Tasmanian logging company Gunns now doubts its $3 billion pulp mill, planned for the Tamar Valley, will ever be built.
The company told the Australian Securities Exchange on August 6 that its debts were somewhere between $50 million and $150 million. It said the steep decline in the price of woodchips and the high Australian dollar were to blame for its financial woes. Gunns said this meant the “board has been unable to reach a view” that the pulp mill project could go ahead.
To pay off its debts and attract new investors to help build the mill, Gunns has sold off its plantations and woodchip mills assets over the past two years. In March, Gunns requested its shares be suspended from trading after an overseas investor pulled out of the project. Its share price is frozen at 16 cents and some financial analysts have speculated that the company could soon be put into receivership.

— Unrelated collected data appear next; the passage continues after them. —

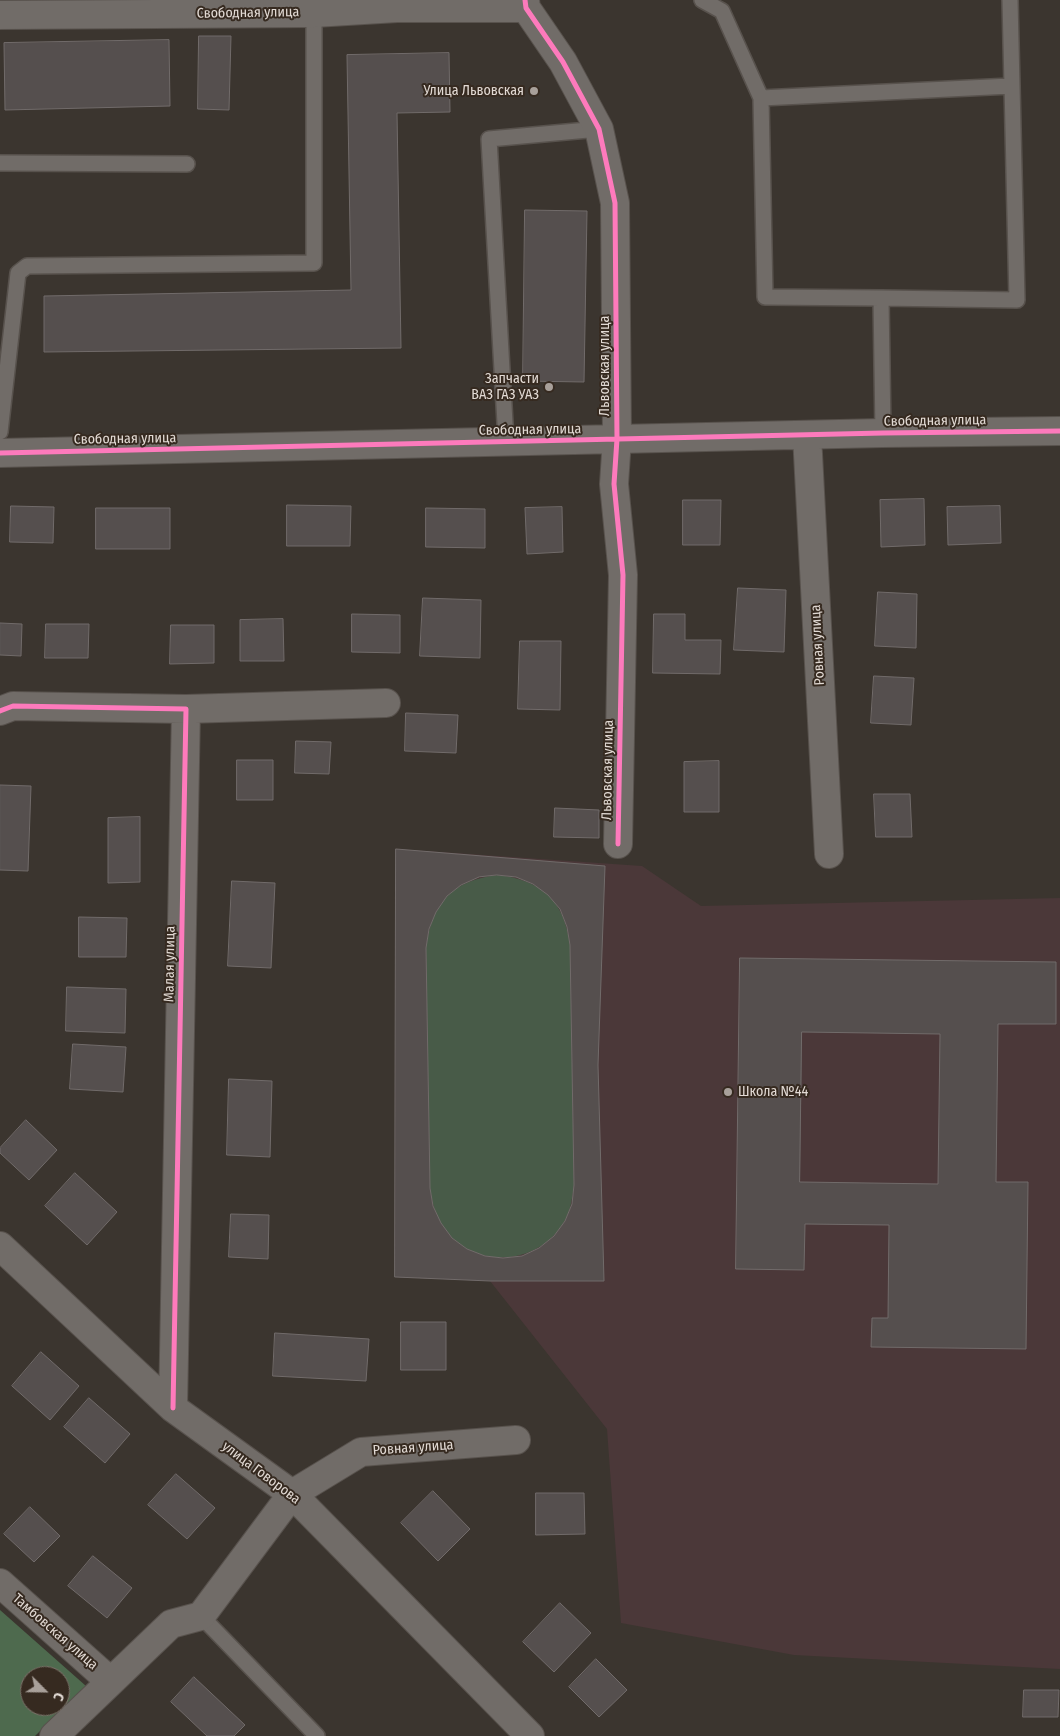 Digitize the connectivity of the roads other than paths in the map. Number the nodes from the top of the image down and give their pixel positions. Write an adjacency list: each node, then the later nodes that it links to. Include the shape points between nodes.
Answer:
1 (702, 0): 8 (lane, via 722,11)
2 (1010, 0): 7 (lane)
3 (397, 4): 4 (street, Свободная улица); 6 (street, Свободная улица)
4 (526, 4): 9 (street, Львовская улица, via 563,62)
5 (5, 10): 6 (street, Свободная улица)
6 (314, 12): 14 (lane, via 314,263 27,266 18,273)
7 (1011, 86): 8 (lane); 12 (lane, via 1017,300)
8 (761, 98): 12 (lane, via 765,297)
9 (599, 129): 17 (street, Львовская улица, via 615,203); 18 (lane, via 489,139)
10 (0, 163): 11 (lane)
11 (188, 164)
12 (881, 298): 15 (lane)
13 (1060, 431): 15 (street, Свободная улица)
14 (0, 432)
15 (883, 433): 16 (street, Свободная улица)
16 (807, 435): 17 (street, Свободная улица); 24 (street, Ровная улица)
17 (617, 439): 18 (street, Свободная улица); 23 (street, Львовская улица, via 614,484 623,575)
18 (506, 441): 19 (street, Свободная улица)
19 (0, 453)
20 (386, 703): 21 (street)
21 (186, 709): 22 (street, via 13,706); 26 (street, Малая улица)
22 (0, 712)
23 (618, 844)
24 (828, 854)
25 (0, 1246): 26 (street, улица Говорова)
26 (173, 1408): 28 (street, улица Говорова)
27 (516, 1440): 28 (street, Ровная улица, via 361,1452)
28 (292, 1494): 30 (street); 34 (street, улица Говорова)
29 (0, 1583): 31 (street, Тамбовская улица)
30 (201, 1616): 31 (street, via 171,1624); 33 (lane)
31 (110, 1681): 32 (street)
32 (54, 1736)
33 (317, 1736)
34 (530, 1736)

The project has been one of the state’s most divisive political issues. For eight years, residents from the Tamar Valley, near Launceston, have campaigned to stop the planned mill because of its environmental, health and economic impacts.
The Tasmanian Conservation Trust is involved in a court battle with Gunns, arguing that construction permits for the mill should have expired as the company had not fulfilled a key permit condition to start substantial work by August last year.
As Tasmania’s logging industry has declined, representatives from the industry, government and environment groups have held negotiations about its future.
Dubbed the forest “peace agreements”, environment groups Environment Tasmania, The Wilderness Society and the Australian Conservation Foundation have pushed for an end to logging in Tasmania’s native forests. The logging companies want an end to the ongoing protests that have taken place for decades, but have signalled they are also happy to be paid to exit the industry.
The federal government has already granted a $45 million payout to companies who wind up their operations.
However, the latest round of negotiations failed to reach an agreement by their deadline on August 7.
The state government promised environment groups that many long-contested high conservation value forests, totalling 430,000 hectares, would be given full protection, however a sticking point for the industry is that this outcome would mean existing logging contracts could not be fulfilled.
In a protest against the broken promise to protect these forests, activist Miranda Gibson has lived in a 60 metre-tall “Observer Tree" in one of the threatened forests for the past eight months. She has now broken the Australian record for the longest tree-sit and has promised to remain there until the forest has been protected.